No more rows with missing data!

Now, we can graph it:

fig = plt.figure()
ax1 = plt.subplot2grid((1,1), (0,0))

HPI_data = pd.read_pickle('fiddy_states3.pickle')
HPI_data['TX1yr'] = HPI_data['TX'].resample('A')
HPI_data.dropna(inplace=True)
print(HPI_data[['TX','TX1yr']])

HPI_data['TX'].plot(ax=ax1)
HPI_data['TX1yr'].plot(color='k',ax=ax1)

plt.legend().remove()
plt.show()

Okay, great. Now just for tutorial purposes, how might we write code that only deletes rows if the full row is NaN?

HPI_data.dropna(how='all',inplace=True)

For the "how" parameter, you can choose between all or any. All requires all data in the row to be NaN for you to delete it. You can also choose "any" and then set a threshold. This threshold will require that many non-NA values to accept the row. See the Pandas documentation for dropna for more information.

Alright, so that's dropna, next we have filling it. With filling, we have two major options again, which is whether to fill forward, backwards. The other option is to just replace the data, but we called that a separate choice. It just so happens that the same function is used to do it, fillna().

Modifying our original code block, with the main change of:

HPI_data.fillna(method='ffill',inplace=True)

Giving us:

fig = plt.figure()
ax1 = plt.subplot2grid((1,1), (0,0))
HPI_data = pd.read_pickle('fiddy_states3.pickle')
HPI_data['TX1yr'] = HPI_data['TX'].resample('A')
HPI_data.fillna(method='ffill',inplace=True)
HPI_data.dropna(inplace=True)
print(HPI_data[['TX','TX1yr']])
HPI_data['TX'].plot(ax=ax1)
HPI_data['TX1yr'].plot(color='k',ax=ax1)
plt.legend().remove()
plt.show()

What ffill, or "forward fill" does for is is fills data forward into missing data. Think of it like a sweeping motion where you take data from earlier, sweeping it forward to the missing data. Any case of missing data will be filled witht he most recent non-missing data. Bfill, or backfilling is the opposite:

HPI_data.fillna(method='bfill',inplace=True)

This takes data from the future, and sweeps it backwards to fill in holes.

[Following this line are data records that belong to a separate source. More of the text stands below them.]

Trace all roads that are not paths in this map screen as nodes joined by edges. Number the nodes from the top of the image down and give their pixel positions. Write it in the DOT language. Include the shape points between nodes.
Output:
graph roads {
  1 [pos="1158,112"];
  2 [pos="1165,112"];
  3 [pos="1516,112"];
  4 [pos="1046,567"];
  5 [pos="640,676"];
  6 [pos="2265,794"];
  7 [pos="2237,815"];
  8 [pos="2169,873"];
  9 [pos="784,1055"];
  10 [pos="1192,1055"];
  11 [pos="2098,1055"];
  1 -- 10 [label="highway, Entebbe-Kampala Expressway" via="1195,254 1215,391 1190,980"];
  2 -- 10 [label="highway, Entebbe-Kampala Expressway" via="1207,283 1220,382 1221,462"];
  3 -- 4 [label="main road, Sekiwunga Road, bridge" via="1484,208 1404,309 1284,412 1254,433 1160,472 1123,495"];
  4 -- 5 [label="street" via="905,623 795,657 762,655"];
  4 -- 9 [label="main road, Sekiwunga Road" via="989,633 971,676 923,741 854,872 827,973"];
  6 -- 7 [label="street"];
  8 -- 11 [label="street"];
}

Now, for the last method, replacing the data. NaN data is relatively worthless data, but it can taint the rest of our data. Take, for example, machine learning, where each row is a feature set and each column is a feature. Data has a very high value to us, and if we have a large amount of NaN data, forfeiting all of the data is a huge bummer. For this reason, you may actually use a replace instead. With most machine learning classifiers, extreme outliers are often ignored in the end as their own data point. Because of this, what many people will do is take any NaN data, and replace it with a value of, say, -99999. This is because, after pre-processing the data, you generally want to convert all features to a range of -1 to positive 1. A data point that is -99999 is a clear and obvious outlier to almost any classifier. NaN data, however, simply cannot be handled at all! Thus, we can replace data, by doing something like the following:

HPI_data.fillna(value=-99999,inplace=True)

Now, in our case, this is an absolutely useless move, but it does have its place in certain forms of data analysis.

Now that we've covered the basics of handling missing data, we're ready to move on. In the next tutorial, we'll talk about another method for smoothing out data that will let us retain our monthly data: Rolling statistics. This will be useful for smoothing out our data as well as gathering some basic statistics on it.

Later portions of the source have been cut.